→ **Work to complete**
Report every line below that has the string "roads" in it.

→ **Material for the task**
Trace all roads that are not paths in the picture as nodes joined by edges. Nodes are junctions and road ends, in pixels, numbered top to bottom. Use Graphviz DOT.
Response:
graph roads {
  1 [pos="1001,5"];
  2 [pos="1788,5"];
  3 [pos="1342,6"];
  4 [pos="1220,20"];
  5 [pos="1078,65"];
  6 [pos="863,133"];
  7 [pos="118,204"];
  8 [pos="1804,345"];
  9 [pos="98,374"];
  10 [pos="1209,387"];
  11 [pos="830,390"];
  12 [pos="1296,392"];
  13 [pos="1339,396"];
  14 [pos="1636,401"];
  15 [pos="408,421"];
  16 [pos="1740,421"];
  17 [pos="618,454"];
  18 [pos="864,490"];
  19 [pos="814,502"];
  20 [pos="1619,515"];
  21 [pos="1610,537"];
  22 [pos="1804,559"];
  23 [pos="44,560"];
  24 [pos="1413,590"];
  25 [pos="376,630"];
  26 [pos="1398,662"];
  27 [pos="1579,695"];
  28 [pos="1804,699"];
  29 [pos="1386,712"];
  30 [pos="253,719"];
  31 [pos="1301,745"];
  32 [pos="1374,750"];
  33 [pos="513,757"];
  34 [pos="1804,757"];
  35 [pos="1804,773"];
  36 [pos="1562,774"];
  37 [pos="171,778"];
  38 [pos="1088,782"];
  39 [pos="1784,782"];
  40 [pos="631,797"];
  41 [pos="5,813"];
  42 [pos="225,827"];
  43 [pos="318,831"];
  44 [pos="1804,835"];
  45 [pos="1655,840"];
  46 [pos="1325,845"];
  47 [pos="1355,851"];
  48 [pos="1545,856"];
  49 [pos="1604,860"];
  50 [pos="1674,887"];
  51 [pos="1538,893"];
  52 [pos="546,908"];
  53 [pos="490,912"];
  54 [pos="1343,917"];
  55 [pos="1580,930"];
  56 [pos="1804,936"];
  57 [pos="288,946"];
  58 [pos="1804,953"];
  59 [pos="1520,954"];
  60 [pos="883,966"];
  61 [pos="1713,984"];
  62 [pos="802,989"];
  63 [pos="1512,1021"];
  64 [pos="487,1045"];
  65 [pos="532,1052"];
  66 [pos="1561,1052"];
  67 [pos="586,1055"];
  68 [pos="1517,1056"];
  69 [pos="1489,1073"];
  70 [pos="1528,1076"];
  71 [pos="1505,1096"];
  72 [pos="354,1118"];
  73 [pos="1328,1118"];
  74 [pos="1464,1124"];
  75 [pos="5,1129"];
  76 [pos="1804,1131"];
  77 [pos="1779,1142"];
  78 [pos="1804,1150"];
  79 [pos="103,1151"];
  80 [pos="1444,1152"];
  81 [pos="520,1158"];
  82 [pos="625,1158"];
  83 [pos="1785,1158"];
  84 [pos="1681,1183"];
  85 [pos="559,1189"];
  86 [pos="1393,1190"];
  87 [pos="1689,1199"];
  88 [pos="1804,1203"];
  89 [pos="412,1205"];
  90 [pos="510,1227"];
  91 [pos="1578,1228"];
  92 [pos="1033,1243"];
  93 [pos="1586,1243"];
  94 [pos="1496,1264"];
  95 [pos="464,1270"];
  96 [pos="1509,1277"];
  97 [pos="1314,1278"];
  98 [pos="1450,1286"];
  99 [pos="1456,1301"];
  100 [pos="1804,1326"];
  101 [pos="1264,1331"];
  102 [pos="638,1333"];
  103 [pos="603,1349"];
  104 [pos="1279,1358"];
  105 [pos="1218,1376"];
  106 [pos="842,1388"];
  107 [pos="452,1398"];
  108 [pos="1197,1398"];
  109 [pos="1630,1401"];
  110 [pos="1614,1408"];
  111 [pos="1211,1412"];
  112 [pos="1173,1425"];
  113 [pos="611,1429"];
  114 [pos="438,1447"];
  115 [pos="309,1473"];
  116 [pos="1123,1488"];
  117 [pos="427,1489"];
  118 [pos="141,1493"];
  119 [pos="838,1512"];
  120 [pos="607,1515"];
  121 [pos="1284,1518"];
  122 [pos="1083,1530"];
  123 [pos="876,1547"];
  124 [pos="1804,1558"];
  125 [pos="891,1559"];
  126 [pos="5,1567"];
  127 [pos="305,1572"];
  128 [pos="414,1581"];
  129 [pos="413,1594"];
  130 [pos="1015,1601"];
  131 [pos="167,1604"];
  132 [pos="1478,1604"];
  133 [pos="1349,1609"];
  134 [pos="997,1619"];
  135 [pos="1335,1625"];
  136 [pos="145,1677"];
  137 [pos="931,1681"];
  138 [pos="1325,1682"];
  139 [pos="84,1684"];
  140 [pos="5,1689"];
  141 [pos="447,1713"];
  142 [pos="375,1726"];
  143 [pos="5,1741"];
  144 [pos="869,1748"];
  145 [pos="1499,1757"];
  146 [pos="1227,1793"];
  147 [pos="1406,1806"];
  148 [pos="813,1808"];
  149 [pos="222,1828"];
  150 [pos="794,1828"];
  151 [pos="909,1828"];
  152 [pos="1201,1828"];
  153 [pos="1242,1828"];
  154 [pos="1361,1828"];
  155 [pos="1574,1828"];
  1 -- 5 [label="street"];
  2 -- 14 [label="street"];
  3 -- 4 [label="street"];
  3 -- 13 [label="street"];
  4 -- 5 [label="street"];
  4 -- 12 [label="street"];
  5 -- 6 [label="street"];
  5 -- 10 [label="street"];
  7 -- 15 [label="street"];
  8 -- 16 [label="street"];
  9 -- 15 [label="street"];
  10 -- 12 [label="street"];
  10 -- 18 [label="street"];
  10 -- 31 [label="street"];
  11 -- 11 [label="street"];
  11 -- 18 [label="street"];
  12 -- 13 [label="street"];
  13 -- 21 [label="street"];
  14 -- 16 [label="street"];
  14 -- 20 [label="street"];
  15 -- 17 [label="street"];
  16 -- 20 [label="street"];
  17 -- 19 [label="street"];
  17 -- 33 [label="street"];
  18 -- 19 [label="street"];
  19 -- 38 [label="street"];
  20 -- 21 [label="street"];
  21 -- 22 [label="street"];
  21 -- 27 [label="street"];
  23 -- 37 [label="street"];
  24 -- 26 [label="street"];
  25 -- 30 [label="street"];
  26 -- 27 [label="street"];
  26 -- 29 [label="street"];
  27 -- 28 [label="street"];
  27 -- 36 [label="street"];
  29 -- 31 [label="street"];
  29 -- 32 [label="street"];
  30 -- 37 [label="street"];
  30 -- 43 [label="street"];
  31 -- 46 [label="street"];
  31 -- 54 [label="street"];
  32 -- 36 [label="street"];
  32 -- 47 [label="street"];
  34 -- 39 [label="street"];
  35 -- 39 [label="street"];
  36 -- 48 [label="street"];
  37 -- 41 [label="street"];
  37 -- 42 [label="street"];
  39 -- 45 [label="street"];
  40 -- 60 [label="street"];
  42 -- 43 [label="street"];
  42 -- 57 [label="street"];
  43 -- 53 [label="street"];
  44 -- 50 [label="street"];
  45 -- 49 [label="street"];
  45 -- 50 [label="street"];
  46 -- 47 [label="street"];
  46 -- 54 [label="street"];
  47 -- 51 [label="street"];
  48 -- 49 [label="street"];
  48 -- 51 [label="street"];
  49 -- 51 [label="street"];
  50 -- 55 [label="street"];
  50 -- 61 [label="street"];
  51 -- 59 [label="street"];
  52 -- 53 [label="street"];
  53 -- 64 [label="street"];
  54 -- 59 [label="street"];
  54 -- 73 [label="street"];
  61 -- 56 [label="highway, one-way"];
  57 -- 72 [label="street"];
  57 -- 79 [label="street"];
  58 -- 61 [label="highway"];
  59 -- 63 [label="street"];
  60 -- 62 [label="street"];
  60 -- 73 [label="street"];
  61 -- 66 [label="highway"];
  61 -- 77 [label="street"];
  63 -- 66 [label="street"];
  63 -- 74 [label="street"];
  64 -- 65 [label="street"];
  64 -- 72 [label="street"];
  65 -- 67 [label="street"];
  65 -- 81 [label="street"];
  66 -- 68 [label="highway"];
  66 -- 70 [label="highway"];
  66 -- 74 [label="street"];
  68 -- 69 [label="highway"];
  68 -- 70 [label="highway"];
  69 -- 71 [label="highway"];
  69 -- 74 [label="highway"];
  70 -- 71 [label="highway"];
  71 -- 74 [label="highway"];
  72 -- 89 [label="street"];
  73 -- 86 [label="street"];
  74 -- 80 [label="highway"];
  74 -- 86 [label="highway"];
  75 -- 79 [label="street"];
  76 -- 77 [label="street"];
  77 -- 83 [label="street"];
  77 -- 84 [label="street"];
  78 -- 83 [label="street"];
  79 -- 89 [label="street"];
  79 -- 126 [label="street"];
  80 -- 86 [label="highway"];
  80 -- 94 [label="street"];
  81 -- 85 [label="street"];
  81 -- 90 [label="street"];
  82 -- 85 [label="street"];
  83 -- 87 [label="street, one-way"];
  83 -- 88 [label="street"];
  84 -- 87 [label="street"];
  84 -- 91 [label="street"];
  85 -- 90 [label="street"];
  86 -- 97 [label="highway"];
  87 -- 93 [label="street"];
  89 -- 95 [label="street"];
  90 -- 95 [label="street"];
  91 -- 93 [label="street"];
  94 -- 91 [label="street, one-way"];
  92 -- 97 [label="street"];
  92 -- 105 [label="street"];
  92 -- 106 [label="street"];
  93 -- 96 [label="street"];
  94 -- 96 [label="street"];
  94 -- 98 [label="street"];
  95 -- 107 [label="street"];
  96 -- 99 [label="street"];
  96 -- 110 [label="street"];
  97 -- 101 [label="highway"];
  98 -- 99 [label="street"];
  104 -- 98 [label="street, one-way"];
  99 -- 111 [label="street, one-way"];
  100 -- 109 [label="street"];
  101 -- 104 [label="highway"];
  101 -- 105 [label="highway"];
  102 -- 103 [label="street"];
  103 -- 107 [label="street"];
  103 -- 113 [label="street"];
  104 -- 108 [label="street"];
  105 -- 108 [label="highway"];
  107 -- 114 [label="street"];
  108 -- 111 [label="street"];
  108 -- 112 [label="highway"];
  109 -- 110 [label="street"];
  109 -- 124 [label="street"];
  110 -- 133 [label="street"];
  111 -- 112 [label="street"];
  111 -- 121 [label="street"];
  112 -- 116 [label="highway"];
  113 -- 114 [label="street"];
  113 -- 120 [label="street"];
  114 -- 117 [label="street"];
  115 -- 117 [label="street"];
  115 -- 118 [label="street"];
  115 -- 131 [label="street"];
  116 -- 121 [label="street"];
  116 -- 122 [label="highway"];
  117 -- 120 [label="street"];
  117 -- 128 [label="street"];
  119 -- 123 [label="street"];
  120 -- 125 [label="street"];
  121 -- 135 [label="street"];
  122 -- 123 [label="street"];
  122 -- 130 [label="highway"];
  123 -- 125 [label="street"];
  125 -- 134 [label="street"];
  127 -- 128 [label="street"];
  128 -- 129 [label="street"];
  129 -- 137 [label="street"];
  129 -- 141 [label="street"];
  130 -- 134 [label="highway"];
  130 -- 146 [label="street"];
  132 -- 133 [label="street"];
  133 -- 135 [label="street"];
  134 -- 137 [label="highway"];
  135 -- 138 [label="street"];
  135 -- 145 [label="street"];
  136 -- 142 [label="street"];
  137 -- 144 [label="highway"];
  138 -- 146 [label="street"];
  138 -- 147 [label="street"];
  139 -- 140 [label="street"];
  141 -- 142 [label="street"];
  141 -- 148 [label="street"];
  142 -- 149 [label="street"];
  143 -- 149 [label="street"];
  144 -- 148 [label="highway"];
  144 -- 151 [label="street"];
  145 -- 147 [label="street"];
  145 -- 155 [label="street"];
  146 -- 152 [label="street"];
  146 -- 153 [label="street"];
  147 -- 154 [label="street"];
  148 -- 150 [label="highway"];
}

→ **Response to the task**
Trace all roads that are not paths in the picture as nodes joined by edges. Nodes are junctions and road ends, in pixels, numbered top to bottom. Use Graphviz DOT.
graph roads {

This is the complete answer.